The Bible provides ample evidence to demonstrate the historical existence of Jesus Christ and why he was born, lived, died, and was raised from the dead. He accomplished atonement for sin on behalf of those who place their trust in him.

Compelling Evidence

The evidence about the historical birth of Jesus is overwhelming. First, two biblical authors, Matthew and Luke, recorded his birth. Luke, a medical doctor, is considered by many scholars today to be a world-class historian of ancient times. Second, some historians were opponents of Jesus, and yet their writings in the early centuries demonstrate that Jesus was a real person. Finally, a variety of archaeological artifacts corroborate the biblical narrative about the historical birth of Jesus.

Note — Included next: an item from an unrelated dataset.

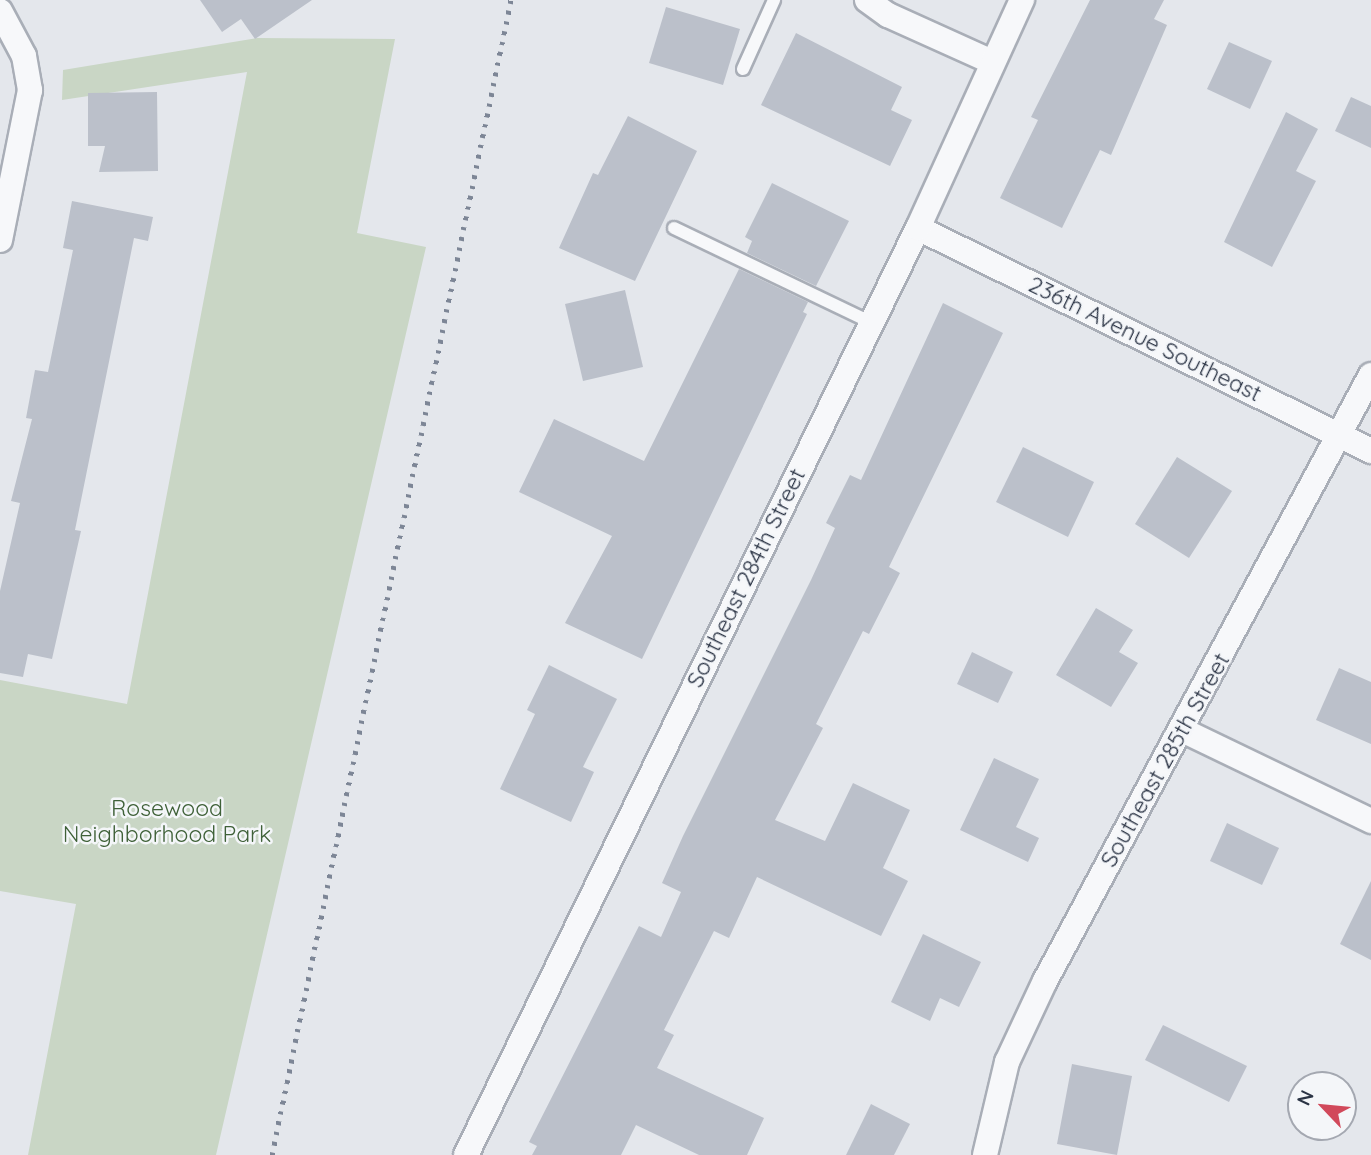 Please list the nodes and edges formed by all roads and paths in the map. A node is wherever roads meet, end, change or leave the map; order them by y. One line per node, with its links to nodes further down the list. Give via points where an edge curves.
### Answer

Although some skeptics argue that the virgin birth was a concept invented centuries after Jesus, archaeology demonstrates that Jesus’s birth was recorded within a few decades of his life—a very short period for ancient history.


The author is indebted to Dr. Titus Kennedy, who is a professor at Biola University and a professional field archaeologist. His insight and guidance have contributed greatly to this article.


  1. Robert M. Price, The Christ-Myth Theory and Its Problems (Cranford, NJ: American Atheist Press, 2011).
  2. Kenneth Richard Samples, God among Sages: Why Jesus Is Not Just Another Religious Leader (Grand Rapids, MI: Baker Books, 2017).
  3. Flavius Josephus, Antiquities of the Jews: English Translation (Kindle ed. s.l.:True Sign Publishing House, 2021).
  4. Alison E. Cooley, Res Gestae Divi Augusti: Text, Translation, and Commentary, (Cambridge: Cambridge University Press, 2009).
  5. John McRay, Archaeology & the New Testament (Grand Rapids, MI: Baker Academic, 1991).
  6. John P. Meier, A Marginal Jew: Rethinking the Historical Jesus: The Roots of the Problem and the Person, vol. 1 (New York: Doubleday, 1991).
  7. W. E. Filmer, “The Chronology of the Reign of Herod the Great,” The Journal of Theological Studies 17, no. 2 (October 2, 1966), 283–298,
  8. Titus Kennedy, Excavating the Evidence for Jesus: The Archaeology and History of Christ and the Gospels (Eugene, OR: Harvest House Publishers, 2022).
  9. Lincoln H. Blumell and Thomas A. Wayment, Christian Oxyrhynchus: Texts, Documents, and Sources, Kindle ed. (Waco, TX: Baylor University Press, 2015).